# Cupellation in Fusion furnace



## BerrieB (Mar 19, 2015)

Hi There,

For a standard gold fire assay, can you carry out cupellation in a fusion furnace? My cupellation furnace has broken down. Apart from the temperatures, which I've brought down to 950, I thought that one is supposed to be creating an oxidising environment and that the fusion furnace environment is reducing? I.e. can you get proper airflow and proper oxidising conditions in a fusion furnace? How will this affect the cupellation process and what should i look out for?

Thanks in advance.

Berrie


----------



## 4metals (Mar 19, 2015)

I have used the same furnace for both. I typically use an electric furnace made by Vncella Kilns. The kiln has a small 1" round hole in the top center which I cover for fusions and uncover for cupellations. 

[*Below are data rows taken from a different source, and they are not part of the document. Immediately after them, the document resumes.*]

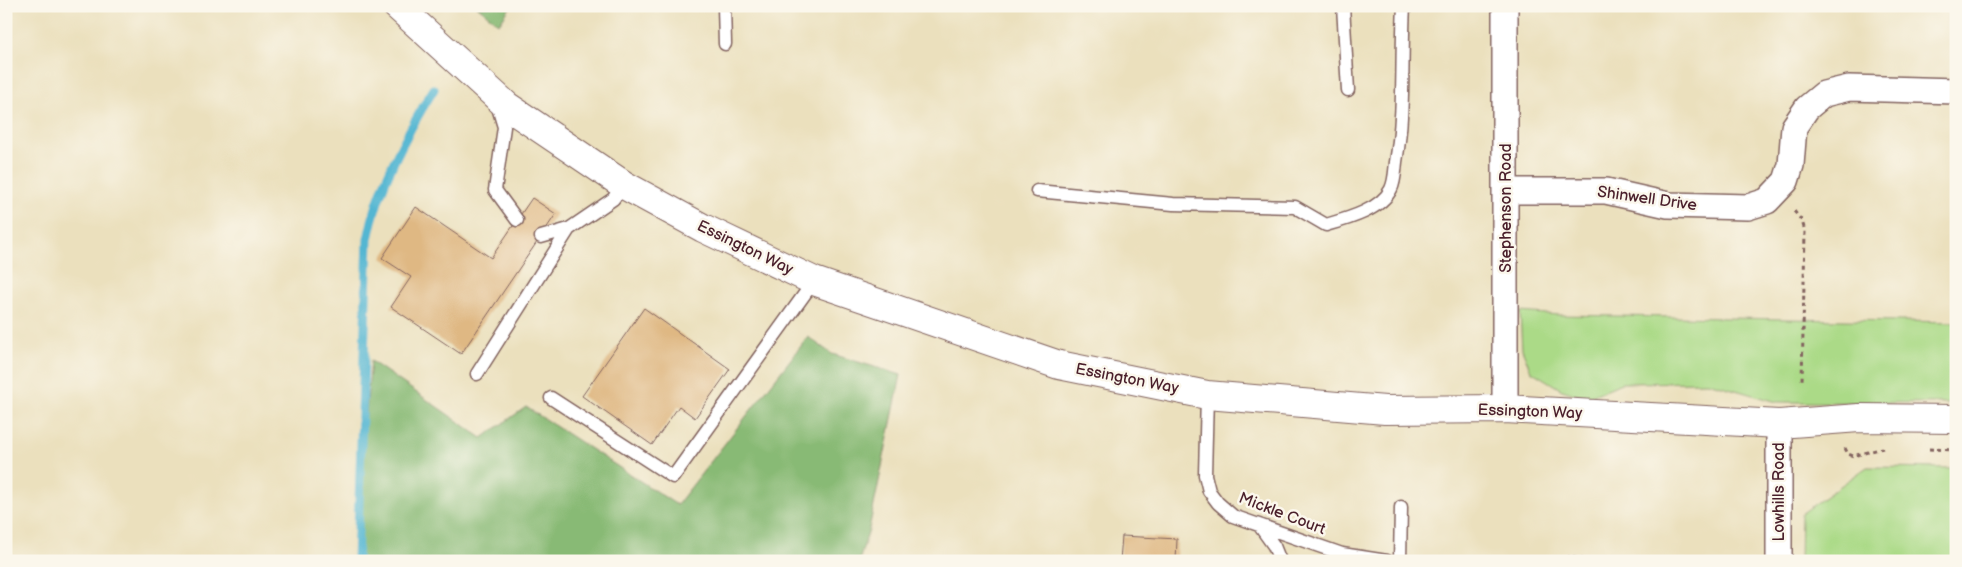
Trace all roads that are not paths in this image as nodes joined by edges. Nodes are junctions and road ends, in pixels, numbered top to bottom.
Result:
1 (397, 6) edge
2 (724, 6) edge
3 (1343, 6) edge
4 (1404, 6) edge
5 (1505, 6) edge
6 (725, 44) dead end
7 (1348, 90) dead end
8 (1956, 91) edge
9 (493, 94) junction
10 (624, 185) junction
11 (1036, 191) dead end
12 (1506, 191) junction
13 (517, 220) dead end
14 (569, 229) junction
15 (541, 236) dead end
16 (814, 281) junction
17 (477, 374) dead end
18 (1207, 395) junction
19 (550, 398) dead end
20 (1504, 409) junction
21 (1956, 419) edge
22 (1779, 424) junction
23 (1401, 507) dead end
24 (1259, 525) junction
25 (1280, 561) edge
26 (1387, 561) edge
27 (1400, 561) edge
28 (1779, 561) edge

1 - 9 street, Essington Way
2 - 6 lane
3 - 7 lane
4 - 11 lane
5 - 12 street, Stephenson Road
8 - 12 street, Shinwell Drive
9 - 10 street, Essington Way
9 - 13 lane
10 - 14 lane
10 - 16 street, Essington Way
12 - 20 street, Stephenson Road
14 - 15 lane
14 - 17 lane
16 - 18 street, Essington Way
16 - 19 lane
18 - 20 street, Essington Way
18 - 24 lane, Mickle Court
20 - 22 street, Essington Way
21 - 22 street, Essington Way
22 - 28 street, Lowhills Road
23 - 27 lane
24 - 25 lane
24 - 26 lane, Mickle Court

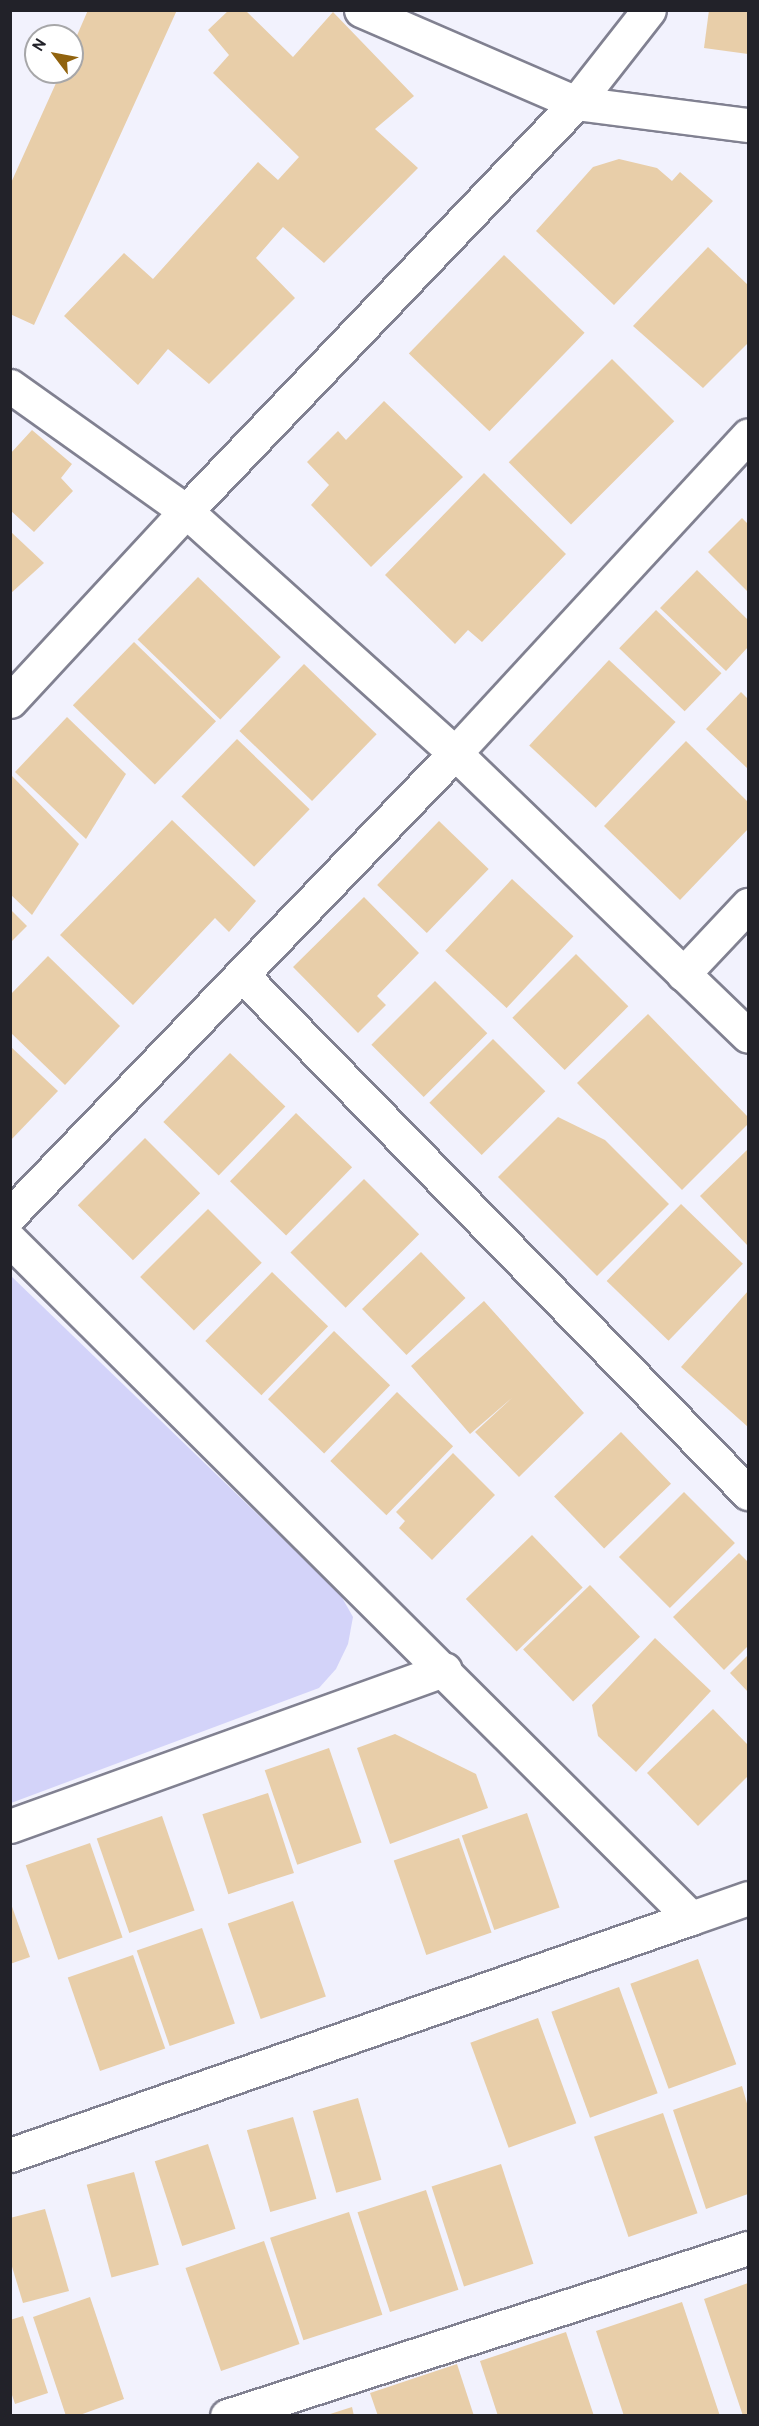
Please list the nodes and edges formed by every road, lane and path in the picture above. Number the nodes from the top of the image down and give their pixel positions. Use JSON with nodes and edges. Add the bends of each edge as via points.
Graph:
{"nodes":[{"id":1,"x":361,"y":10,"type":"edge"},
{"id":2,"x":649,"y":10,"type":"edge"},
{"id":3,"x":576,"y":103,"type":"junction"},
{"id":4,"x":748,"y":125,"type":"edge"},
{"id":5,"x":10,"y":386,"type":"edge"},
{"id":6,"x":748,"y":436,"type":"edge"},
{"id":7,"x":186,"y":510,"type":"junction"},
{"id":8,"x":10,"y":701,"type":"edge"},
{"id":9,"x":455,"y":753,"type":"junction"},
{"id":10,"x":748,"y":905,"type":"edge"},
{"id":11,"x":683,"y":974,"type":"junction"},
{"id":12,"x":243,"y":976,"type":"junction"},
{"id":13,"x":748,"y":1036,"type":"edge"},
{"id":14,"x":10,"y":1215,"type":"edge"},
{"id":15,"x":10,"y":1240,"type":"edge"},
{"id":16,"x":748,"y":1493,"type":"edge"},
{"id":17,"x":445,"y":1670,"type":"junction"},
{"id":18,"x":10,"y":1827,"type":"edge"},
{"id":19,"x":748,"y":1898,"type":"edge"},
{"id":20,"x":691,"y":1918,"type":"junction"},
{"id":21,"x":10,"y":2155,"type":"edge"},
{"id":22,"x":748,"y":2248,"type":"edge"},
{"id":23,"x":227,"y":2415,"type":"edge"}],
"edges":[{"from":1,"to":3,"type":"street"},
{"from":2,"to":3,"type":"street"},
{"from":3,"to":4,"type":"street"},
{"from":3,"to":7,"type":"street"},
{"from":5,"to":7,"type":"street"},
{"from":6,"to":9,"type":"street"},
{"from":7,"to":8,"type":"street"},
{"from":7,"to":9,"type":"street"},
{"from":9,"to":11,"type":"street"},
{"from":9,"to":12,"type":"street"},
{"from":10,"to":11,"type":"street"},
{"from":11,"to":13,"type":"street"},
{"from":12,"to":14,"type":"street"},
{"from":12,"to":16,"type":"street"},
{"from":15,"to":17,"type":"street"},
{"from":17,"to":18,"type":"street"},
{"from":17,"to":20,"type":"street"},
{"from":19,"to":20,"type":"street"},
{"from":20,"to":21,"type":"street"},
{"from":22,"to":23,"type":"street"}]}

The oxidizing conditions can be met by slightly cracking the door open to drive the lead. When running cupellations, I like to place a row of dummy cupels along the front of the oven and place the cupels I am using for samples behind the dummy row. This seems to protect the temperature and prevents the cupellation from freezing.


----------



## BerrieB (Mar 19, 2015)

Cheers 4metals, that makes sense, appreciate your quick reply. Being new to the forum and not that experienced, i thought i'd get into trouble given the rules!


----------



## 4metals (Mar 20, 2015)

Not all of the dogs here bite!


----------



## goldsilverpro (Mar 20, 2015)

BerrieB said:


> Hi There,
> 
> For a standard gold fire assay, can you carry out cupellation in a fusion furnace? My cupellation furnace has broken down. Apart from the temperatures, which I've brought down to 950, I thought that one is supposed to be creating an oxidising environment and that the fusion furnace environment is reducing? I.e. can you get proper airflow and proper oxidising conditions in a fusion furnace? How will this affect the cupellation process and what should i look out for?
> 
> ...


Is the fusion furnace gas or electric? If electric, no problem. If gas, you really need a muffle to prevent the flame from contacting the lead. I once tried cupelling in an old Johnson gas furnace (#142, I think) that had a flat open hearthplate instead of an enclosed muffle. The flame was fairly high pressure and wrapped over the top of the hearthplate. This blew the molten lead out of some of the cupels, which contaminated the other samples and burned a bunch of small holes in the hearthplate. I solved this by putting firebricks, on edge, on both sides of the hearthplate, thus blocking the flame from directly contacting the cupels. Worked fine after making a few adjustments.


----------



## BerrieB (Mar 22, 2015)

Hmm, good point. 

It's a diesel furnace (two fan-forced burners at the back) but the burners are mounted quite high up the back of the furnace and i dont think they are powerful enough to cause what you're talking about. The furnace is an Assay & Furnace 50/84 Place Fusion Furnace Diesel - FAS-120-OIL.

Thanks for helping.


----------